[WORK REQUEST]:
Please transcribe every entry below exactly as written.

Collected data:
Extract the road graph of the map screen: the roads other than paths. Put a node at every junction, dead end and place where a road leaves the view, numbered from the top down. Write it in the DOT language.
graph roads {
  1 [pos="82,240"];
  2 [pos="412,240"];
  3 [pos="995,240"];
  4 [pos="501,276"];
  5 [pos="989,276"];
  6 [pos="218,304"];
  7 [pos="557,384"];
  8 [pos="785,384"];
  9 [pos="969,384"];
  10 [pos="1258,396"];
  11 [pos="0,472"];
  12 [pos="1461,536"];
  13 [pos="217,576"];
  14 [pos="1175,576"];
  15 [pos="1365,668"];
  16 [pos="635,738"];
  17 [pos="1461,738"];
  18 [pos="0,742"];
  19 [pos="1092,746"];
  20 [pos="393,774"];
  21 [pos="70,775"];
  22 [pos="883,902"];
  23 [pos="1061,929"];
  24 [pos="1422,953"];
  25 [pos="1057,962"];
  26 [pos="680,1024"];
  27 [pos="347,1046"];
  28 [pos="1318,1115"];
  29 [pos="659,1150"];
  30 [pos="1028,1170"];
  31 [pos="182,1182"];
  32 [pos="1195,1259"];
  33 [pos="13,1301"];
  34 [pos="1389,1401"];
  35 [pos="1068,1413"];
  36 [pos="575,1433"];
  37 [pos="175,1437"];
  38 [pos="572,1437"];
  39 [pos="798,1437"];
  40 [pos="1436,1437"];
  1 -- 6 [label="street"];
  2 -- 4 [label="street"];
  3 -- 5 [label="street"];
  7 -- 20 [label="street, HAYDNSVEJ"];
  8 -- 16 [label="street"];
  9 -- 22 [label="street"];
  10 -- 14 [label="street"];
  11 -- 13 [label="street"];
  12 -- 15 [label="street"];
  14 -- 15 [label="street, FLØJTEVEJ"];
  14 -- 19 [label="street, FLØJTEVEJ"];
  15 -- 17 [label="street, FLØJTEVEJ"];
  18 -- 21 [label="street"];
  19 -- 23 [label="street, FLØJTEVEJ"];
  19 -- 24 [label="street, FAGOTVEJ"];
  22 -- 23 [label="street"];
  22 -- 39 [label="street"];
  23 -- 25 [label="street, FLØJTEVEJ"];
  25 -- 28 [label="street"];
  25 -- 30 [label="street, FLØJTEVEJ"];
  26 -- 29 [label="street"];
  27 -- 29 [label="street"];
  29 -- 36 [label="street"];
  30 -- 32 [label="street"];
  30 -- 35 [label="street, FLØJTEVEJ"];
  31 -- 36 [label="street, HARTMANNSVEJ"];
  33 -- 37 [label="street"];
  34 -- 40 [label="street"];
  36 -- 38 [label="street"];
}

[RESPONSE BOX]:
Extract the road graph of the map screen: the roads other than paths. Put a node at every junction, dead end and place where a road leaves the view, numbered from the top down. Write it in the DOT language.
graph roads {
  1 [pos="82,240"];
  2 [pos="412,240"];
  3 [pos="995,240"];
  4 [pos="501,276"];
  5 [pos="989,276"];
  6 [pos="218,304"];
  7 [pos="557,384"];
  8 [pos="785,384"];
  9 [pos="969,384"];
  10 [pos="1258,396"];
  11 [pos="0,472"];
  12 [pos="1461,536"];
  13 [pos="217,576"];
  14 [pos="1175,576"];
  15 [pos="1365,668"];
  16 [pos="635,738"];
  17 [pos="1461,738"];
  18 [pos="0,742"];
  19 [pos="1092,746"];
  20 [pos="393,774"];
  21 [pos="70,775"];
  22 [pos="883,902"];
  23 [pos="1061,929"];
  24 [pos="1422,953"];
  25 [pos="1057,962"];
  26 [pos="680,1024"];
  27 [pos="347,1046"];
  28 [pos="1318,1115"];
  29 [pos="659,1150"];
  30 [pos="1028,1170"];
  31 [pos="182,1182"];
  32 [pos="1195,1259"];
  33 [pos="13,1301"];
  34 [pos="1389,1401"];
  35 [pos="1068,1413"];
  36 [pos="575,1433"];
  37 [pos="175,1437"];
  38 [pos="572,1437"];
  39 [pos="798,1437"];
  40 [pos="1436,1437"];
  1 -- 6 [label="street"];
  2 -- 4 [label="street"];
  3 -- 5 [label="street"];
  7 -- 20 [label="street, HAYDNSVEJ"];
  8 -- 16 [label="street"];
  9 -- 22 [label="street"];
  10 -- 14 [label="street"];
  11 -- 13 [label="street"];
  12 -- 15 [label="street"];
  14 -- 15 [label="street, FLØJTEVEJ"];
  14 -- 19 [label="street, FLØJTEVEJ"];
  15 -- 17 [label="street, FLØJTEVEJ"];
  18 -- 21 [label="street"];
  19 -- 23 [label="street, FLØJTEVEJ"];
  19 -- 24 [label="street, FAGOTVEJ"];
  22 -- 23 [label="street"];
  22 -- 39 [label="street"];
  23 -- 25 [label="street, FLØJTEVEJ"];
  25 -- 28 [label="street"];
  25 -- 30 [label="street, FLØJTEVEJ"];
  26 -- 29 [label="street"];
  27 -- 29 [label="street"];
  29 -- 36 [label="street"];
  30 -- 32 [label="street"];
  30 -- 35 [label="street, FLØJTEVEJ"];
  31 -- 36 [label="street, HARTMANNSVEJ"];
  33 -- 37 [label="street"];
  34 -- 40 [label="street"];
  36 -- 38 [label="street"];
}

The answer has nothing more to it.